Lesson Plan (Grades 9–12): Autonomous Drone Navigation Challenge

Lesson Title: Autonomous Drone Navigation Challenge

Grade Level: Grades 9–12

Subject Area: Computer Science (Robotics & Algorithms) / Engineering (Control Systems) / Physics (Sensor Integration)

Overview Unmanned aerial vehicles (UAVs), or drones, are increasingly used for tasks ranging from aerial photography to package delivery and disaster response. Central to such applications is autonomous navigation, which enables a drone to follow predefined waypoints, detect and avoid obstacles, and adjust its flight path in real-time. In this multi-session STEM lesson, students assume the role of robotics engineers, programming quadcopter drones to complete an obstacle-laden waypoint course using GPS navigation, ultrasonic rangefinders for collision avoidance, and camera feeds for vision-based corrections.
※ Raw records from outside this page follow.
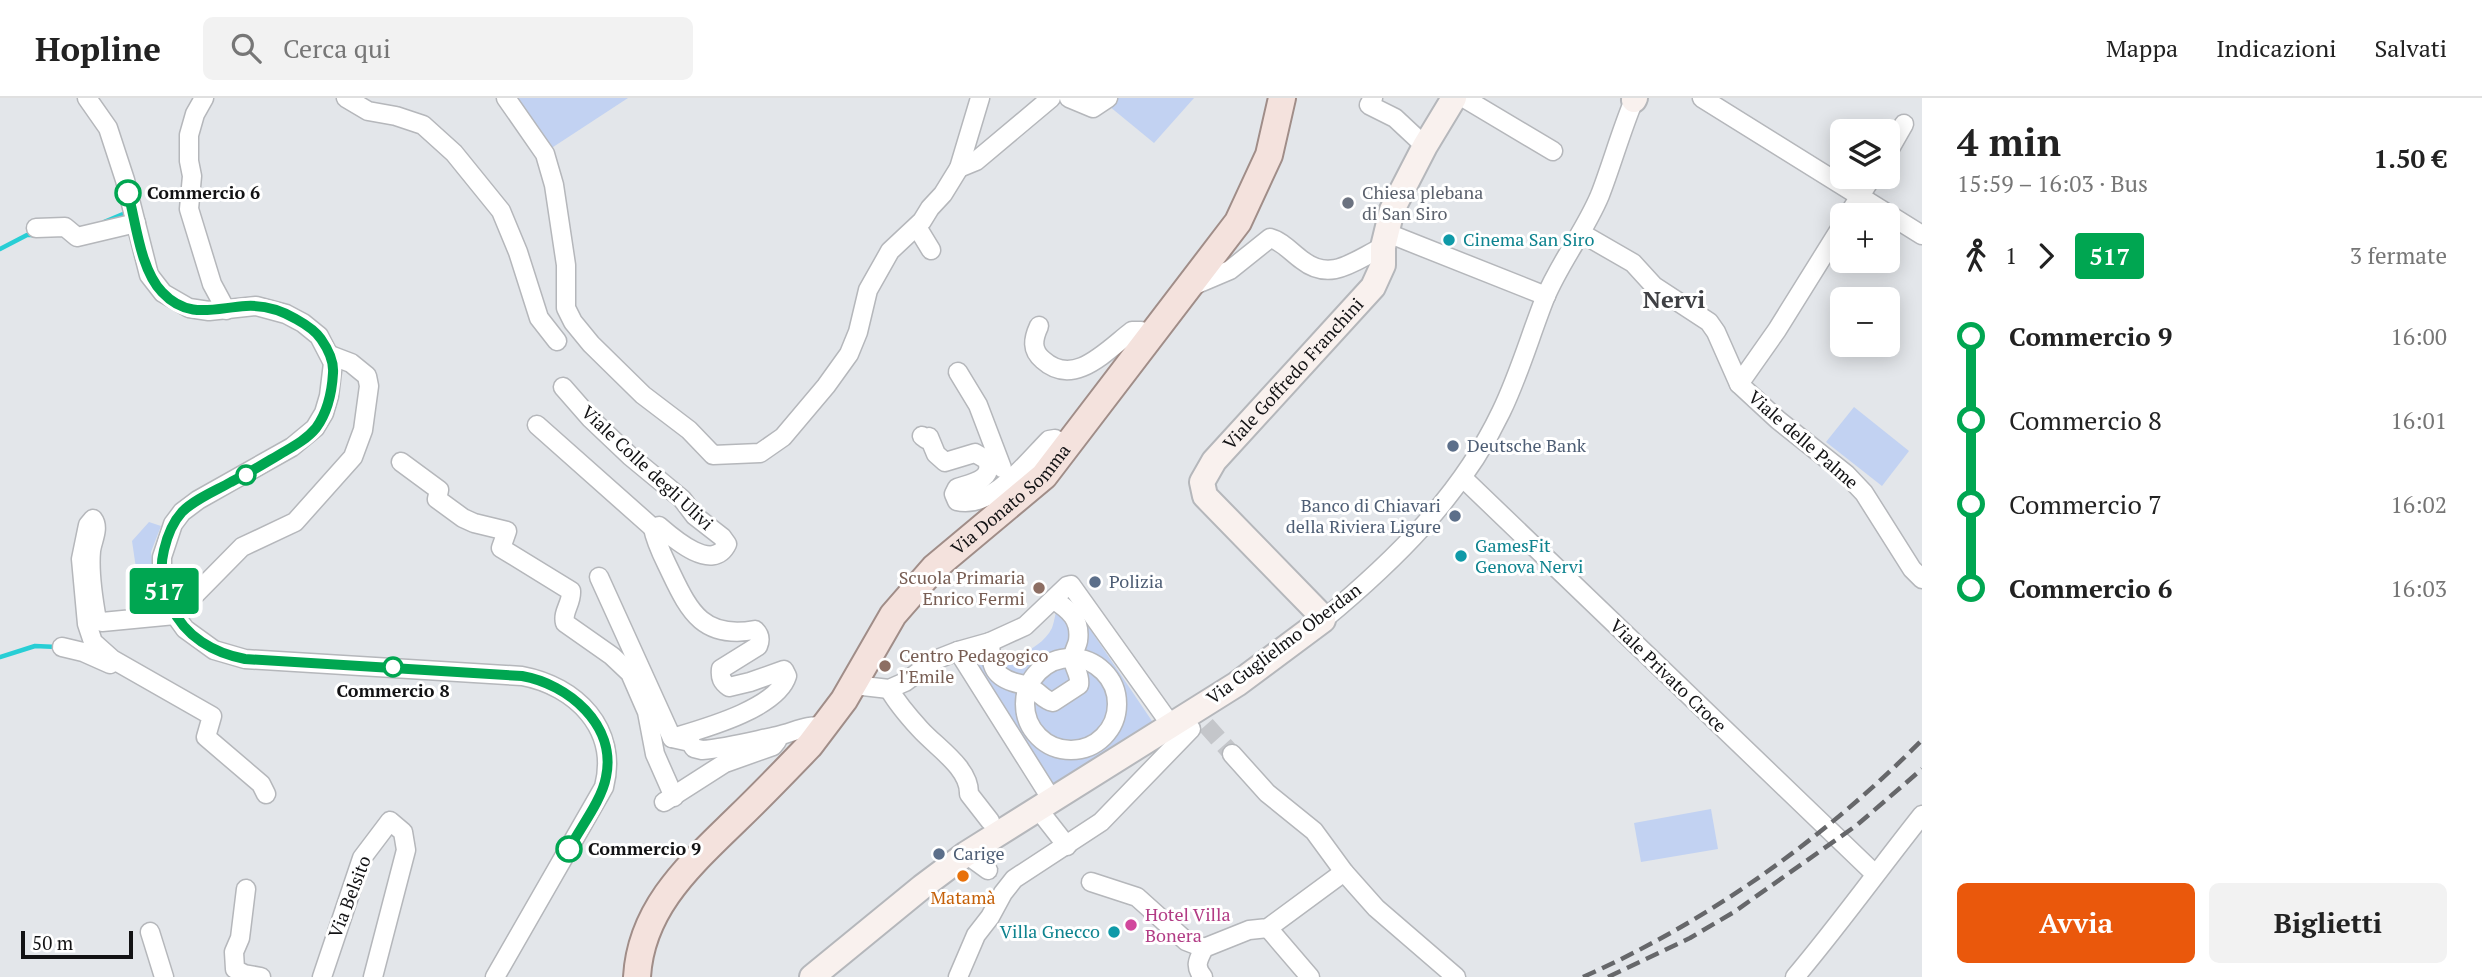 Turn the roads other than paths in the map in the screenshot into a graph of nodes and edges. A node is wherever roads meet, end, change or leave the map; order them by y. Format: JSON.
{"nodes":[{"id":1,"x":87,"y":98,"type":"edge"},
{"id":2,"x":204,"y":98,"type":"edge"},
{"id":3,"x":346,"y":98,"type":"edge"},
{"id":4,"x":506,"y":98,"type":"edge"},
{"id":5,"x":979,"y":98,"type":"edge"},
{"id":6,"x":1051,"y":98,"type":"edge"},
{"id":7,"x":1069,"y":98,"type":"edge"},
{"id":8,"x":1108,"y":98,"type":"edge"},
{"id":9,"x":1282,"y":98,"type":"edge"},
{"id":10,"x":1454,"y":98,"type":"edge"},
{"id":11,"x":1464,"y":98,"type":"edge"},
{"id":12,"x":1702,"y":98,"type":"edge"},
{"id":13,"x":1635,"y":99,"type":"edge"},
{"id":14,"x":1371,"y":102,"type":"edge"},
{"id":15,"x":1904,"y":124,"type":"dead end"},
{"id":16,"x":1900,"y":131,"type":"edge"},
{"id":17,"x":1425,"y":146,"type":"junction"},
{"id":18,"x":1553,"y":151,"type":"dead end"},
{"id":19,"x":959,"y":167,"type":"junction"},
{"id":20,"x":1864,"y":189,"type":"edge"},
{"id":21,"x":1859,"y":196,"type":"junction"},
{"id":22,"x":1855,"y":203,"type":"edge"},
{"id":23,"x":135,"y":223,"type":"junction"},
{"id":24,"x":917,"y":227,"type":"junction"},
{"id":25,"x":36,"y":228,"type":"dead end"},
{"id":26,"x":1581,"y":233,"type":"junction"},
{"id":27,"x":1922,"y":236,"type":"edge"},
{"id":28,"x":1384,"y":239,"type":"junction"},
{"id":29,"x":1830,"y":245,"type":"edge"},
{"id":30,"x":930,"y":250,"type":"dead end"},
{"id":31,"x":1189,"y":288,"type":"junction"},
{"id":32,"x":1546,"y":296,"type":"junction"},
{"id":33,"x":226,"y":310,"type":"junction"},
{"id":34,"x":1039,"y":326,"type":"dead end"},
{"id":35,"x":1152,"y":337,"type":"junction"},
{"id":36,"x":556,"y":341,"type":"dead end"},
{"id":37,"x":330,"y":355,"type":"junction"},
{"id":38,"x":958,"y":372,"type":"dead end"},
{"id":39,"x":1739,"y":384,"type":"junction"},
{"id":40,"x":563,"y":387,"type":"dead end"},
{"id":41,"x":537,"y":425,"type":"dead end"},
{"id":42,"x":922,"y":436,"type":"dead end"},
{"id":43,"x":1066,"y":448,"type":"junction"},
{"id":44,"x":401,"y":461,"type":"dead end"},
{"id":45,"x":1003,"y":468,"type":"dead end"},
{"id":46,"x":1462,"y":478,"type":"junction"},
{"id":47,"x":653,"y":528,"type":"junction"},
{"id":48,"x":599,"y":577,"type":"dead end"},
{"id":49,"x":1922,"y":579,"type":"edge"},
{"id":50,"x":1054,"y":600,"type":"junction"},
{"id":51,"x":175,"y":615,"type":"junction"},
{"id":52,"x":1323,"y":620,"type":"junction"},
{"id":53,"x":990,"y":642,"type":"junction"},
{"id":54,"x":62,"y":647,"type":"dead end"},
{"id":55,"x":958,"y":651,"type":"junction"},
{"id":56,"x":1073,"y":659,"type":"junction"},
{"id":57,"x":124,"y":666,"type":"junction"},
{"id":58,"x":1132,"y":670,"type":"junction"},
{"id":59,"x":1112,"y":683,"type":"junction"},
{"id":60,"x":854,"y":685,"type":"junction"},
{"id":61,"x":1029,"y":687,"type":"junction"},
{"id":62,"x":889,"y":689,"type":"junction"},
{"id":63,"x":1190,"y":723,"type":"junction"},
{"id":64,"x":825,"y":727,"type":"junction"},
{"id":65,"x":780,"y":735,"type":"junction"},
{"id":66,"x":672,"y":738,"type":"junction"},
{"id":67,"x":1044,"y":741,"type":"junction"},
{"id":68,"x":1096,"y":743,"type":"junction"},
{"id":69,"x":1232,"y":754,"type":"tunnel mouth"},
{"id":70,"x":1024,"y":755,"type":"junction"},
{"id":71,"x":1110,"y":764,"type":"junction"},
{"id":72,"x":266,"y":793,"type":"dead end"},
{"id":73,"x":1045,"y":804,"type":"junction"},
{"id":74,"x":1922,"y":815,"type":"edge"},
{"id":75,"x":990,"y":821,"type":"dead end"},
{"id":76,"x":1067,"y":846,"type":"junction"},
{"id":77,"x":966,"y":854,"type":"junction"},
{"id":78,"x":988,"y":870,"type":"dead end"},
{"id":79,"x":1344,"y":872,"type":"junction"},
{"id":80,"x":1875,"y":874,"type":"junction"},
{"id":81,"x":1091,"y":882,"type":"dead end"},
{"id":82,"x":246,"y":889,"type":"dead end"},
{"id":83,"x":1268,"y":928,"type":"junction"},
{"id":84,"x":150,"y":932,"type":"dead end"},
{"id":85,"x":1204,"y":948,"type":"junction"},
{"id":86,"x":1195,"y":975,"type":"edge"},
{"id":87,"x":164,"y":977,"type":"edge"},
{"id":88,"x":261,"y":977,"type":"edge"},
{"id":89,"x":322,"y":977,"type":"edge"},
{"id":90,"x":373,"y":977,"type":"edge"},
{"id":91,"x":495,"y":977,"type":"edge"},
{"id":92,"x":637,"y":977,"type":"edge"},
{"id":93,"x":813,"y":977,"type":"edge"},
{"id":94,"x":958,"y":977,"type":"edge"},
{"id":95,"x":1310,"y":977,"type":"edge"},
{"id":96,"x":1456,"y":977,"type":"edge"},
{"id":97,"x":1795,"y":977,"type":"edge"}],
"edges":[{"from":1,"to":23,"type":"street"},
{"from":2,"to":33,"type":"street"},
{"from":3,"to":36,"type":"street"},
{"from":4,"to":24,"type":"street"},
{"from":5,"to":19,"type":"street"},
{"from":6,"to":19,"type":"street"},
{"from":7,"to":8,"type":"street"},
{"from":9,"to":31,"type":"main road","name":"Via Donato Somma"},
{"from":10,"to":17,"type":"street","name":"Viale Goffredo Franchini"},
{"from":11,"to":18,"type":"street"},
{"from":12,"to":21,"type":"street"},
{"from":13,"to":26,"type":"street","name":"Via Guglielmo Oberdan"},
{"from":14,"to":17,"type":"street"},
{"from":15,"to":16,"type":"street"},
{"from":17,"to":28,"type":"street","name":"Viale Goffredo Franchini"},
{"from":19,"to":24,"type":"street"},
{"from":20,"to":21,"type":"street"},
{"from":21,"to":22,"type":"street"},
{"from":21,"to":27,"type":"street"},
{"from":23,"to":25,"type":"street"},
{"from":23,"to":33,"type":"street"},
{"from":24,"to":30,"type":"street"},
{"from":26,"to":32,"type":"street","name":"Via Guglielmo Oberdan"},
{"from":26,"to":39,"type":"street","name":"Viale delle Palme"},
{"from":28,"to":31,"type":"street"},
{"from":28,"to":32,"type":"street"},
{"from":28,"to":52,"type":"street","name":"Viale Goffredo Franchini"},
{"from":29,"to":39,"type":"street"},
{"from":31,"to":35,"type":"main road","name":"Via Donato Somma"},
{"from":32,"to":46,"type":"street","name":"Via Guglielmo Oberdan"},
{"from":33,"to":37,"type":"street"},
{"from":34,"to":35,"type":"street"},
{"from":35,"to":43,"type":"main road","name":"Via Donato Somma"},
{"from":37,"to":51,"type":"street"},
{"from":37,"to":51,"type":"street"},
{"from":38,"to":45,"type":"street"},
{"from":39,"to":49,"type":"street","name":"Viale delle Palme"},
{"from":40,"to":47,"type":"street","name":"Viale Colle degli Ulivi"},
{"from":41,"to":47,"type":"street","name":"Viale Colle degli Ulivi"},
{"from":42,"to":43,"type":"street"},
{"from":43,"to":60,"type":"main road","name":"Via Donato Somma"},
{"from":44,"to":65,"type":"street"},
{"from":46,"to":52,"type":"street","name":"Via Guglielmo Oberdan"},
{"from":46,"to":80,"type":"street","name":"Viale Privato Croce"},
{"from":47,"to":66,"type":"street","name":"Viale Colle degli Ulivi"},
{"from":48,"to":66,"type":"street"},
{"from":50,"to":53,"type":"street"},
{"from":50,"to":56,"type":"street"},
{"from":50,"to":58,"type":"street"},
{"from":51,"to":57,"type":"street"},
{"from":51,"to":91,"type":"street"},
{"from":52,"to":63,"type":"street","name":"Via Guglielmo Oberdan"},
{"from":53,"to":55,"type":"street"},
{"from":53,"to":61,"type":"street"},
{"from":54,"to":57,"type":"street"},
{"from":55,"to":62,"type":"street"},
{"from":55,"to":70,"type":"street"},
{"from":56,"to":59,"type":"street"},
{"from":56,"to":61,"type":"street"},
{"from":56,"to":61,"type":"street"},
{"from":57,"to":72,"type":"street"},
{"from":58,"to":59,"type":"street"},
{"from":58,"to":63,"type":"street"},
{"from":59,"to":68,"type":"street"},
{"from":60,"to":62,"type":"street"},
{"from":60,"to":64,"type":"main road","name":"Via Donato Somma"},
{"from":61,"to":67,"type":"street"},
{"from":62,"to":75,"type":"street"},
{"from":63,"to":71,"type":"street","name":"Via Guglielmo Oberdan"},
{"from":63,"to":76,"type":"street"},
{"from":64,"to":65,"type":"street"},
{"from":64,"to":92,"type":"main road","name":"Via Donato Somma"},
{"from":65,"to":66,"type":"street"},
{"from":67,"to":68,"type":"street"},
{"from":67,"to":70,"type":"street"},
{"from":68,"to":71,"type":"street"},
{"from":69,"to":79,"type":"street"},
{"from":70,"to":73,"type":"street"},
{"from":71,"to":73,"type":"street","name":"Via Guglielmo Oberdan"},
{"from":73,"to":76,"type":"street"},
{"from":73,"to":77,"type":"street","name":"Via Guglielmo Oberdan"},
{"from":74,"to":80,"type":"street"},
{"from":76,"to":94,"type":"street"},
{"from":77,"to":78,"type":"street"},
{"from":77,"to":93,"type":"street","name":"Via Guglielmo Oberdan"},
{"from":79,"to":83,"type":"street"},
{"from":79,"to":96,"type":"street"},
{"from":80,"to":97,"type":"street"},
{"from":81,"to":85,"type":"street"},
{"from":82,"to":88,"type":"street"},
{"from":83,"to":85,"type":"street"},
{"from":83,"to":95,"type":"street"},
{"from":84,"to":87,"type":"street"},
{"from":85,"to":86,"type":"street"},
{"from":89,"to":90,"type":"street","name":"Via Belsito"}]}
Working in teams, learners integrate hardware and software: wiring sensors, writing Python scripts with DroneKit or MAVSDK, and leveraging OpenCV for simple marker detection. Through iterative testing, in simulation and on a real or practice drone, they collect performance data (flight time, path accuracy, avoidance success) and refine their algorithms for speed and reliability. This lesson equips teachers with detailed objectives, accurate materials lists, comprehensive procedures, differentiation strategies, assessment rubrics, and extension ideas to foster critical thinking, collaboration, and technical proficiency.

Objectives and Standards

Learning Objectives

1. Navigation Fundamentals: Explain how GPS waypoints guide a drone through latitude, longitude, and altitude coordinates.
2. Sensor Fusion: Describe how ultrasonic rangefinders detect obstacles and how on-board cameras provide visual confirmation via color-marker detection.
3. Programming & Control: Write Python scripts using DroneKit-Python or MAVSDK to arm the drone, take off, navigate through a sequence of waypoints, and land safely.
4. Obstacle Avoidance Logic: Implement real-time obstacle detection and rerouting by polling ultrasonic sensors and adjusting target waypoints dynamically.
5. Vision Integration: Use OpenCV to process camera feeds, detect colored markers at designated points, and correct the drone’s position based on visual error feedback.
6. Performance Optimization: Measure flight metrics—total mission time, average waypoint error, obstacle-clearance success rate—and iteratively refine code for improved speed and accuracy.

Standards Alignment

• NGSS
  • HS-ETS1-2: Design a solution to a complex real-world problem by breaking it down into smaller, more manageable problems that can be solved through engineering.
  • HS-ETS1-4: Use a computer simulation to model the impact of proposed solutions to a complex real-world problem.
• CSTA K–12 Computer Science Standards
  • 2-DA-07: Structure data and use computational tools to understand relationships and make meaning from large data sets (sensor logs).
  • 2-AP-17: Systematically test and refine programs using a range of test cases.
• Common Core Mathematics
  • HS-N-Q.A.1: Use units as a way to understand problems and to guide the solution of multi-step problems (coordinate conversions, distance calculations).
• NGSS Crosscutting Concepts
  • Systems and System Models: Viewing the drone and its sensors as an integrated control system.
  • Stability and Change: Understanding how iterative algorithm adjustments affect system performance under varying external conditions.